Après d’âpres négociations, un accord a été trouvé en octobre 2021 entre l’État, les associations d’élus et le CNFPT, inaugurant, selon les mots des ministres d’alors, « un nouveau mode de financement pérenne » , alors que la formation des apprentis était chiffrée à 80 millions d’euros par an, sur la base de 14 000 contrats. D’une part, les employeurs territoriaux acceptaient de payer une nouvelle cotisation spéciale de 0,1 % de la masse salariale, destinée à être reversée au CNFPT pour financer la formation des apprentis. Cette nouvelle cotisation apportant quelque 40 millions d’euros par an. 

Restait donc 40 millions d’euros à trouver. L’État acceptait, dans l’accord signé, d’en verser 15, et l’opérateur France compétences 15 autres – soit 30 millions d’euros en tout. Il restait un delta de 10 millions d’euros, que le CNFPT lui-même acceptait de financer sur ses fonds propres. 

Cet accord avait été jugé « satisfaisant pour tout le monde »  par l’ancien président du CNFPT, François Deluga. 

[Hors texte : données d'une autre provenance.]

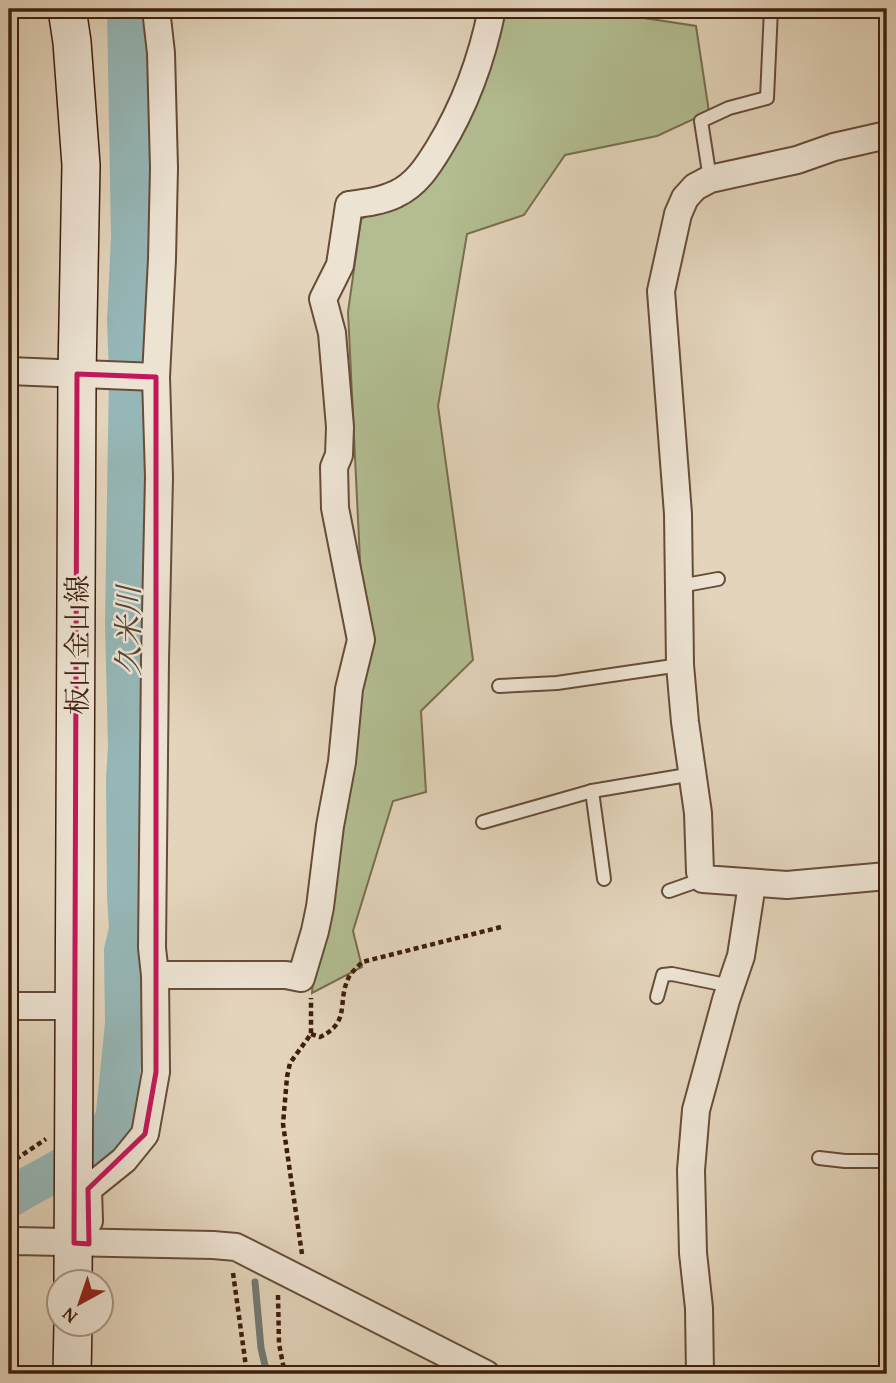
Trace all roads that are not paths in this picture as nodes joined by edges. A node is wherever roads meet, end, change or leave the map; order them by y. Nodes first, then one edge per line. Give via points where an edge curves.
1 (67, 9) edge
2 (156, 9) edge
3 (492, 9) edge
4 (771, 9) edge
5 (887, 135) edge
6 (710, 179) junction
7 (9, 371) edge
8 (77, 374) junction
9 (156, 377) junction
10 (718, 579) dead end
11 (680, 586) junction
12 (680, 665) junction
13 (499, 686) dead end
14 (693, 774) junction
15 (592, 791) junction
16 (483, 822) dead end
17 (887, 876) edge
18 (604, 879) dead end
19 (703, 879) junction
20 (752, 884) junction
21 (669, 891) dead end
22 (155, 975) junction
23 (731, 986) junction
24 (657, 997) dead end
25 (9, 1006) edge
26 (75, 1006) junction
27 (819, 1158) dead end
28 (887, 1161) edge
29 (82, 1243) junction
30 (9, 1244) edge
31 (76, 1268) edge
32 (73, 1338) edge
33 (72, 1374) edge
34 (485, 1374) edge
35 (700, 1374) edge

1 - 8 main road, 板山金山線 via 81,164
2 - 9 street via 164,168
3 - 22 street via 471,88 456,121 412,184 378,201 349,205 340,265 323,299 332,333 340,427 334,467 335,508 361,640 349,690 320,907 301,978
4 - 6 lane via 767,99 701,121
5 - 6 street
6 - 11 street via 685,198 661,291
7 - 8 street
8 - 9 street
8 - 26 main road, 板山金山線
9 - 22 street
10 - 11 lane
11 - 12 street
12 - 13 lane via 557,683
12 - 14 street
14 - 15 lane
14 - 19 street
15 - 16 lane
15 - 18 lane
17 - 20 street
19 - 20 street
19 - 21 lane
20 - 23 street via 741,956
22 - 29 street via 156,1072 145,1134 124,1160 88,1189
23 - 24 lane via 663,975
23 - 35 street via 696,1110 691,1170
25 - 26 street
26 - 29 main road, 板山金山線 via 74,1131
27 - 28 lane
29 - 30 street
29 - 31 main road, 板山金山線
29 - 34 street via 236,1247
32 - 33 main road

Mais cette belle unanimité n’a pas duré longtemps. Un an à peine après la signature de l’accord, le gouvernement décidait, seul, de changer d’avis, et introduisait dans la loi de finances pour 2023 une modification du dispositif : la contribution de l’État au dispositif, jusque-là obligatoire, devenait facultative, et le gouvernement annonçait que cette contribution, tout comme celle de France compétences, allait « s’éteindre progressivement d’ici fin 2025 au plus tard, compensée par une prise en charge croissante par les collectivités territoriales et le CNFPT ». 

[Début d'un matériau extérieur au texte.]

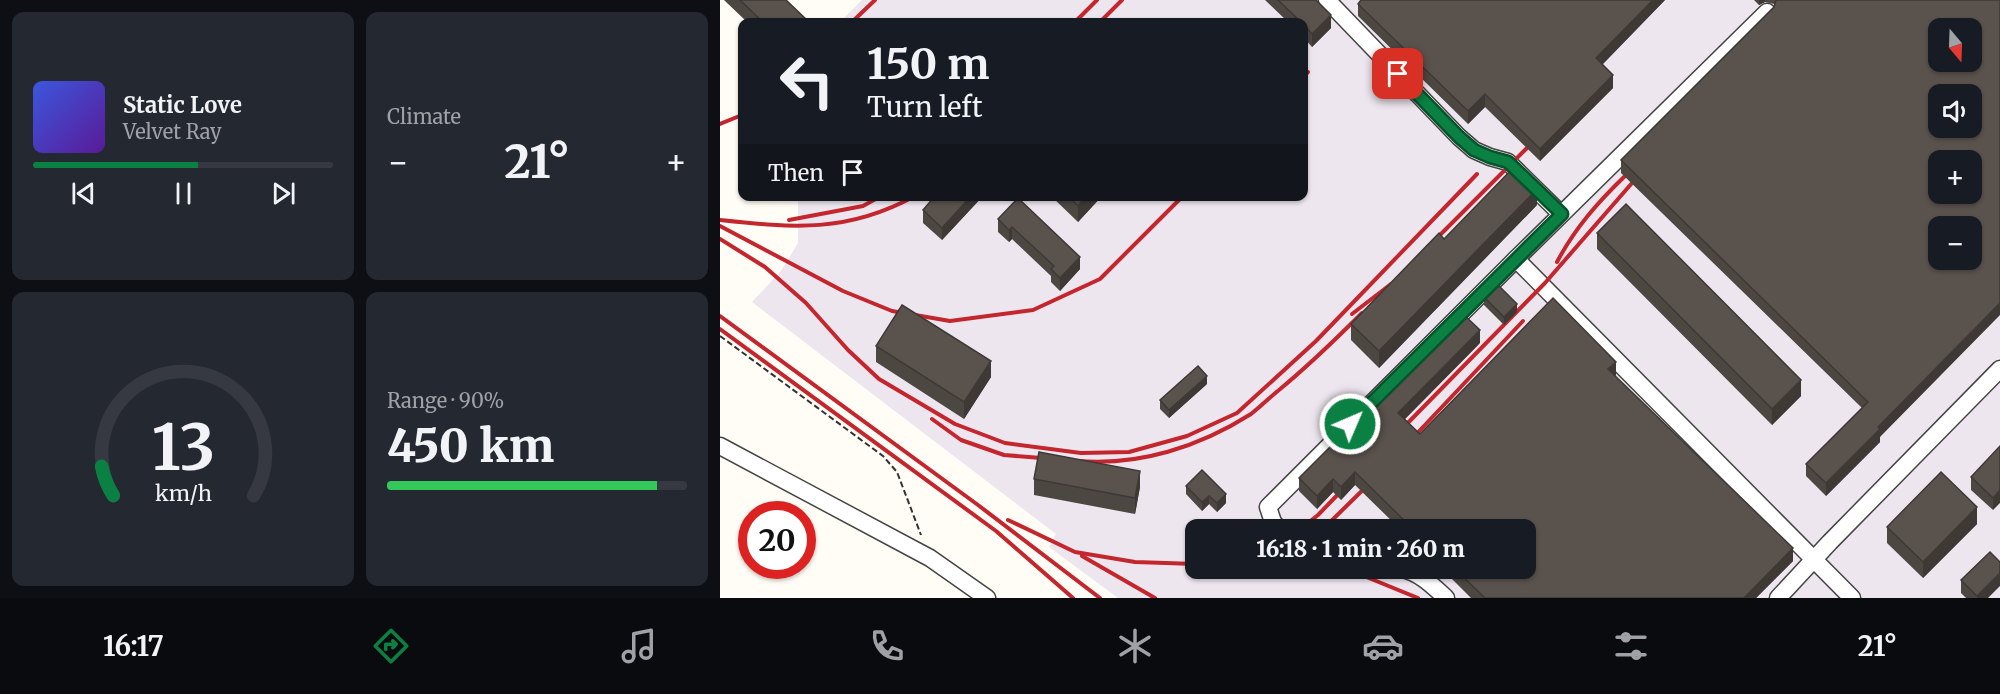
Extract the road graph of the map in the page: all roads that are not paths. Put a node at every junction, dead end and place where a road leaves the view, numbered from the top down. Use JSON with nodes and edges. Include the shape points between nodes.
{"nodes":[{"id":1,"x":1327,"y":0,"type":"edge"},
{"id":2,"x":1767,"y":12,"type":"edge"},
{"id":3,"x":1562,"y":214,"type":"junction"},
{"id":4,"x":1516,"y":259,"type":"junction"},
{"id":5,"x":2000,"y":369,"type":"edge"},
{"id":6,"x":720,"y":446,"type":"edge"},
{"id":7,"x":1272,"y":519,"type":"edge"},
{"id":8,"x":1813,"y":560,"type":"junction"},
{"id":9,"x":1426,"y":579,"type":"edge"},
{"id":10,"x":987,"y":598,"type":"edge"},
{"id":11,"x":1446,"y":598,"type":"edge"},
{"id":12,"x":1778,"y":598,"type":"edge"},
{"id":13,"x":1852,"y":598,"type":"edge"}],
"edges":[{"from":1,"to":3,"type":"street","via":[[1459,137],[1474,150],[1508,162]]},
{"from":2,"to":3,"type":"street"},
{"from":3,"to":4,"type":"street"},
{"from":4,"to":7,"type":"street","via":[[1268,507]]},
{"from":4,"to":8,"type":"street"},
{"from":5,"to":8,"type":"street"},
{"from":6,"to":10,"type":"street","via":[[930,558]]},
{"from":8,"to":12,"type":"street"},
{"from":8,"to":13,"type":"street"},
{"from":9,"to":11,"type":"street"}]}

Ce revirement, alors qualifié de « scandale absolu »  par François Deluga, a été confirmé en mars 2023, avec, en plus, l’annonce d’une diminution d’un tiers des financements de France compétences dès 2024.

Retour à la case départ

Le problème est qu’entretemps, la demande d’apprentis ne s’est pas tarie du côté des collectivités locales – bien au contraire. Comme le souhaitait le gouvernement, les collectivités ont massivement augmenté leur recours à l’apprentissage, avec un chiffre record, en 2023, de 18 000 contrats, déjà au-delà des 14 000 prévus dans l’accord de 2021. 

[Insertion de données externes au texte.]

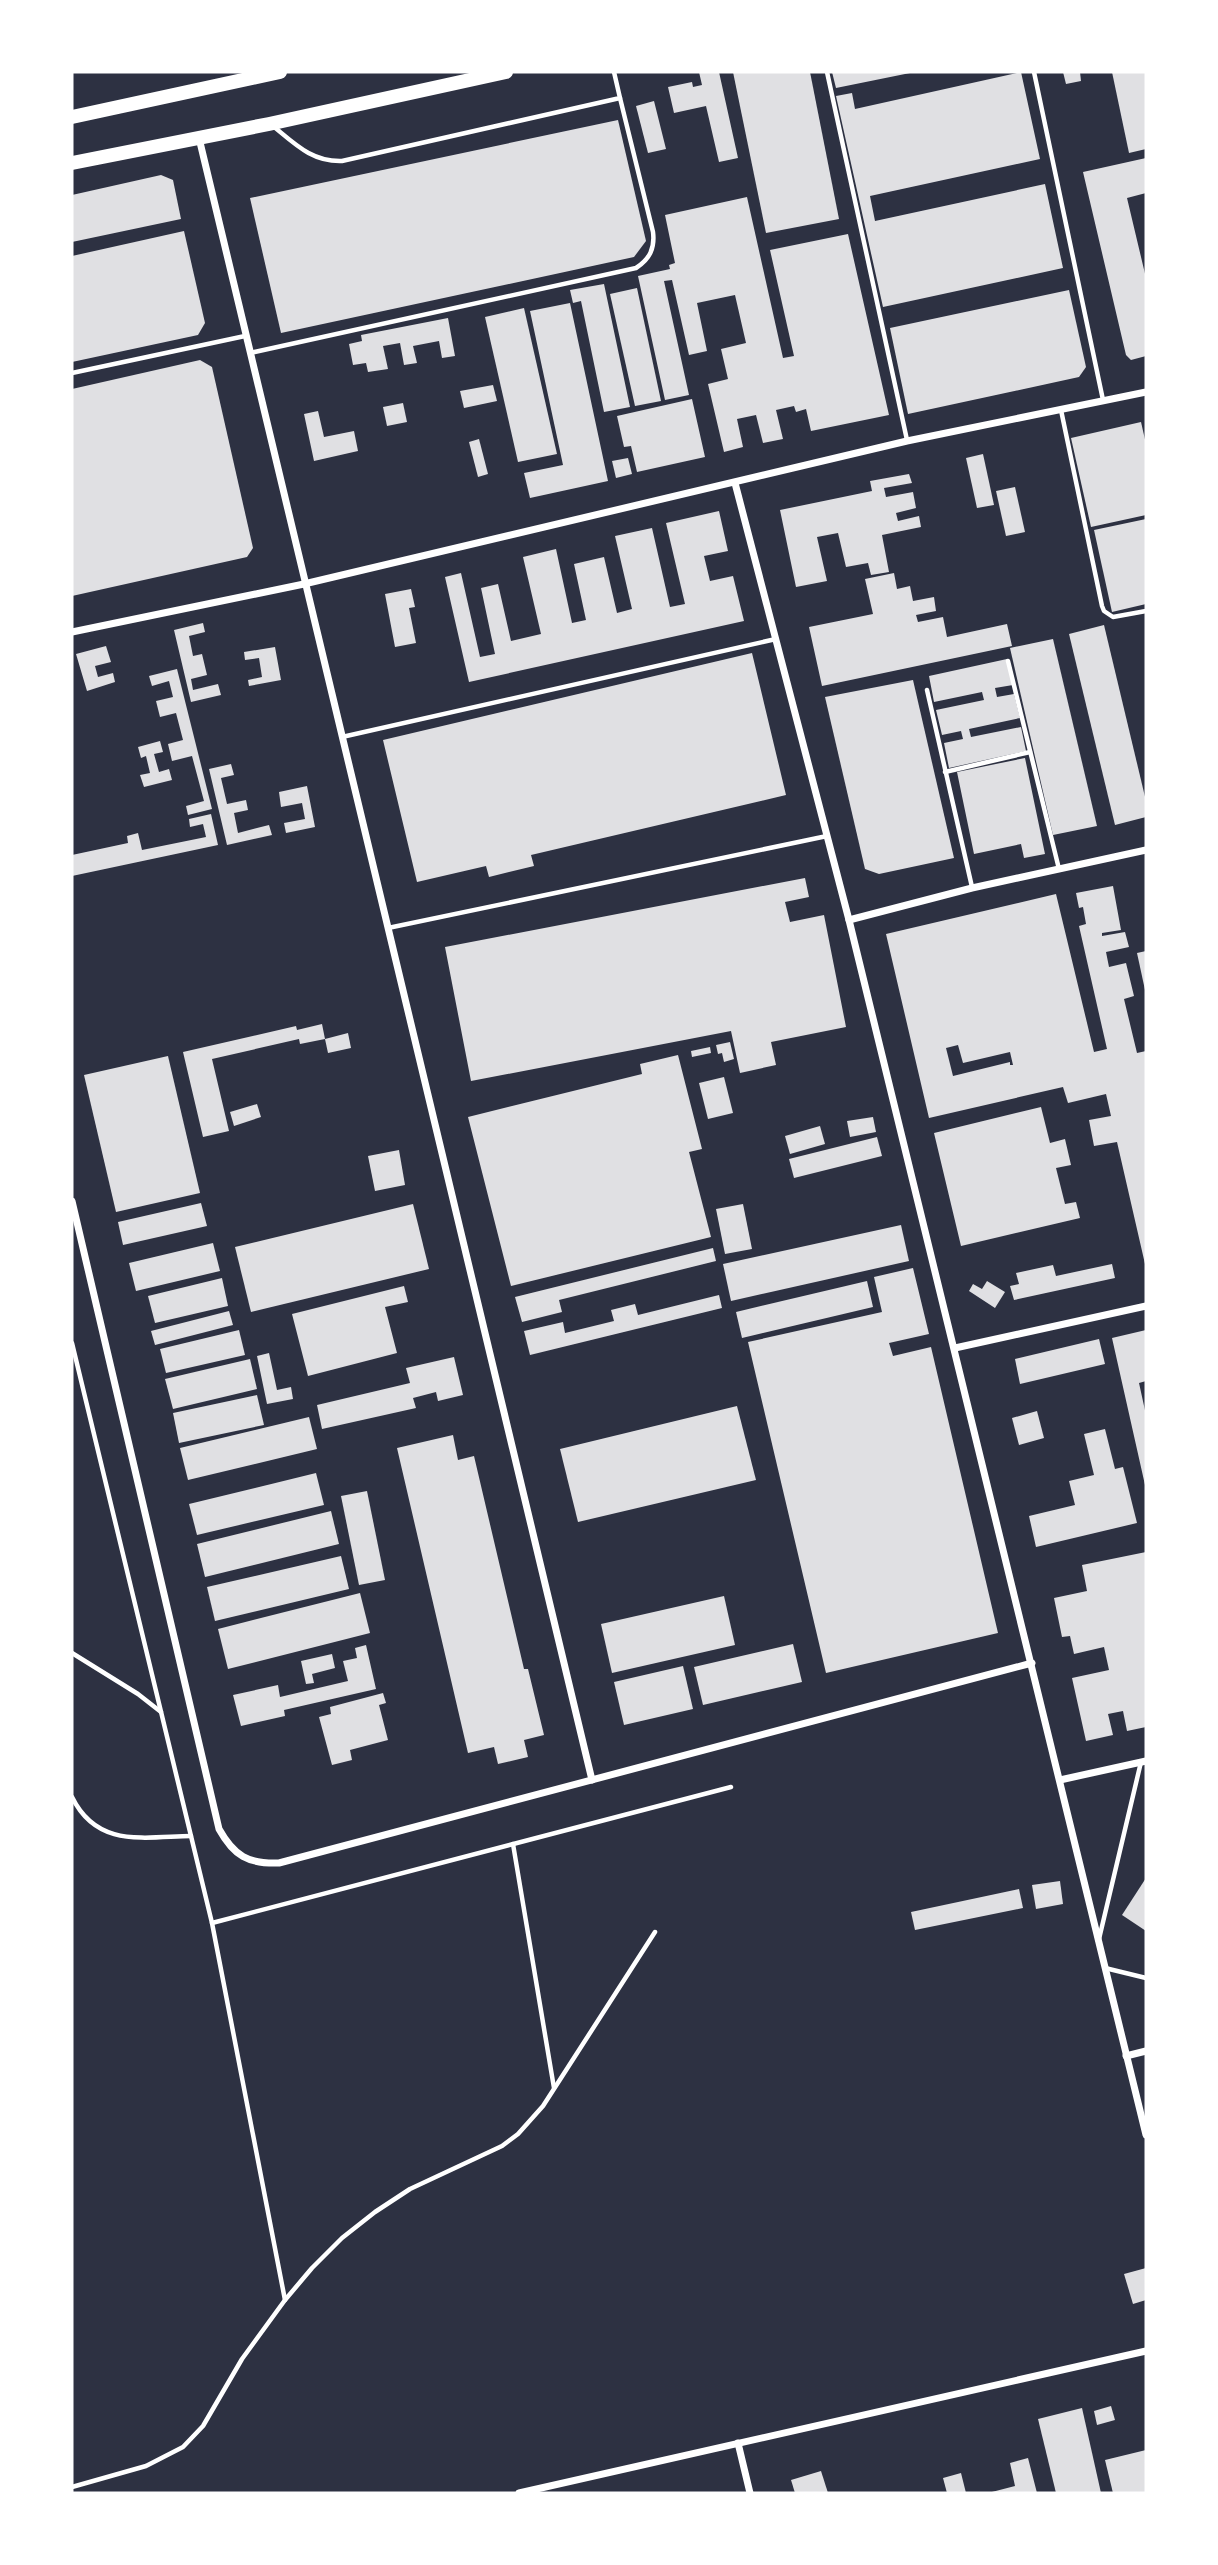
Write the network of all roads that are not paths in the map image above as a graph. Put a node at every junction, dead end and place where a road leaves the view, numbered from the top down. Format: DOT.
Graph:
graph roads {
  1 [pos="280,72"];
  2 [pos="506,72"];
  3 [pos="614,72"];
  4 [pos="827,72"];
  5 [pos="1034,72"];
  6 [pos="620,98"];
  7 [pos="72,117"];
  8 [pos="270,124"];
  9 [pos="199,138"];
  10 [pos="72,163"];
  11 [pos="246,336"];
  12 [pos="249,353"];
  13 [pos="72,373"];
  14 [pos="1146,394"];
  15 [pos="1103,401"];
  16 [pos="1061,410"];
  17 [pos="907,441"];
  18 [pos="735,482"];
  19 [pos="304,584"];
  20 [pos="1146,611"];
  21 [pos="72,632"];
  22 [pos="776,639"];
  23 [pos="1008,661"];
  24 [pos="927,690"];
  25 [pos="341,737"];
  26 [pos="1030,752"];
  27 [pos="945,772"];
  28 [pos="827,836"];
  29 [pos="1146,850"];
  30 [pos="1059,869"];
  31 [pos="972,888"];
  32 [pos="849,920"];
  33 [pos="387,928"];
  34 [pos="72,1201"];
  35 [pos="1146,1306"];
  36 [pos="72,1343"];
  37 [pos="955,1348"];
  38 [pos="72,1653"];
  39 [pos="1032,1663"];
  40 [pos="161,1712"];
  41 [pos="1144,1762"];
  42 [pos="592,1780"];
  43 [pos="1060,1780"];
  44 [pos="731,1787"];
  45 [pos="72,1797"];
  46 [pos="191,1836"];
  47 [pos="513,1844"];
  48 [pos="212,1923"];
  49 [pos="656,1932"];
  50 [pos="1099,1940"];
  51 [pos="1105,1968"];
  52 [pos="1146,1978"];
  53 [pos="1146,2051"];
  54 [pos="1126,2056"];
  55 [pos="554,2088"];
  56 [pos="1146,2135"];
  57 [pos="285,2300"];
  58 [pos="1146,2351"];
  59 [pos="738,2443"];
  60 [pos="72,2487"];
  61 [pos="520,2493"];
  62 [pos="750,2493"];
  1 -- 7 [label="main road"];
  2 -- 8 [label="main road"];
  3 -- 6 [label="lane"];
  4 -- 17 [label="lane"];
  5 -- 15 [label="lane"];
  6 -- 8 [label="lane"];
  6 -- 12 [label="lane"];
  8 -- 9 [label="main road"];
  9 -- 10 [label="main road"];
  9 -- 11 [label="street"];
  11 -- 12 [label="street"];
  11 -- 13 [label="lane"];
  12 -- 19 [label="street"];
  14 -- 15 [label="street"];
  15 -- 16 [label="street"];
  16 -- 17 [label="street"];
  16 -- 20 [label="lane"];
  17 -- 18 [label="street"];
  18 -- 19 [label="street"];
  18 -- 22 [label="street"];
  19 -- 21 [label="street"];
  19 -- 25 [label="street"];
  22 -- 25 [label="lane"];
  22 -- 28 [label="street"];
  23 -- 26 [label="lane"];
  24 -- 27 [label="lane"];
  25 -- 33 [label="street"];
  26 -- 27 [label="lane"];
  26 -- 30 [label="lane"];
  27 -- 31 [label="lane"];
  28 -- 32 [label="street"];
  28 -- 33 [label="lane"];
  29 -- 30 [label="street"];
  30 -- 31 [label="street"];
  31 -- 32 [label="street"];
  32 -- 37 [label="street"];
  33 -- 42 [label="street"];
  34 -- 42 [label="street"];
  35 -- 37 [label="street"];
  36 -- 40 [label="lane"];
  37 -- 39 [label="street"];
  38 -- 40 [label="lane"];
  39 -- 42 [label="street"];
  39 -- 43 [label="street"];
  40 -- 46 [label="lane"];
  41 -- 43 [label="street"];
  41 -- 50 [label="lane"];
  43 -- 50 [label="street"];
  44 -- 47 [label="lane"];
  45 -- 46 [label="lane"];
  46 -- 48 [label="lane"];
  47 -- 48 [label="lane"];
  47 -- 55 [label="lane"];
  48 -- 57 [label="lane"];
  49 -- 55 [label="lane"];
  50 -- 51 [label="street"];
  51 -- 52 [label="lane"];
  51 -- 54 [label="street"];
  53 -- 54 [label="street"];
  54 -- 56 [label="street"];
  55 -- 57 [label="lane"];
  57 -- 60 [label="lane"];
  58 -- 59 [label="street"];
  59 -- 61 [label="street"];
  59 -- 62 [label="street"];
}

En 2024, la demande va encore largement augmenter, selon le CNFPT qui s’est livré à un recensement des « intentions de recrutement » : selon cette enquête, le nombre d’apprentis recrutés cette année pourrait grimper à 21 000 ! Alors que le CNFPT, via les recettes de la cotisation apprentissage, n’a les moyens que d’en financier 9 000. 

Conséquence : le CNFPT s’est vu contraint de fixer – en accord avec les employeurs territoriaux – des conditions « afin de contenir les contrats pris en charge par le CNFPT dans la limite du budget le permettant » . Le Centre ne financera que les contrats des collectivités ayant participé au recensement, seulement si l’apprenti exerce un métier en tension, et en pondérant le nombre de contrats à l’effectif de la collectivité. 

On peut imaginer à quel point la situation deviendra encore plus tendue en 2025 et 2026, lorsque les financements de l’État et de France compétences vont « s’éteindre ». C’est donc un retour à la case départ, avant l’accord de 2021, qui se profile, à ceci près que les collectivités, elles, payent toujours la taxe de 0,1 %, qui a été inscrite dans le Code général des collectivités territoriales. 

Le CNFPT demande donc, comme il le faisait en 2020, que soit « impérativement déterminé un dispositif pérenne de financement de l’apprentissage dans les collectivités, au regard de la réalité des flux des apprentis et des dépenses réellement supportées » . Afin que les collectivités ne soient pas « le parent pauvre de la politique gouvernementale de promotion de l’apprentissage ». 

Rappelons en effet, pour mémoire, que le gouvernement verse en revanche toujours 6 000 euros d’aide par contrat aux entreprises privées qui recrutent un apprenti. En revanche, il se prépare à supprimer l’aide – d’un même montant – qu’il versait pour l’embauche de salarié en contrats de professionnalisation de moins de 30 ans. Cette suppression devrait être effective dès cette semaine.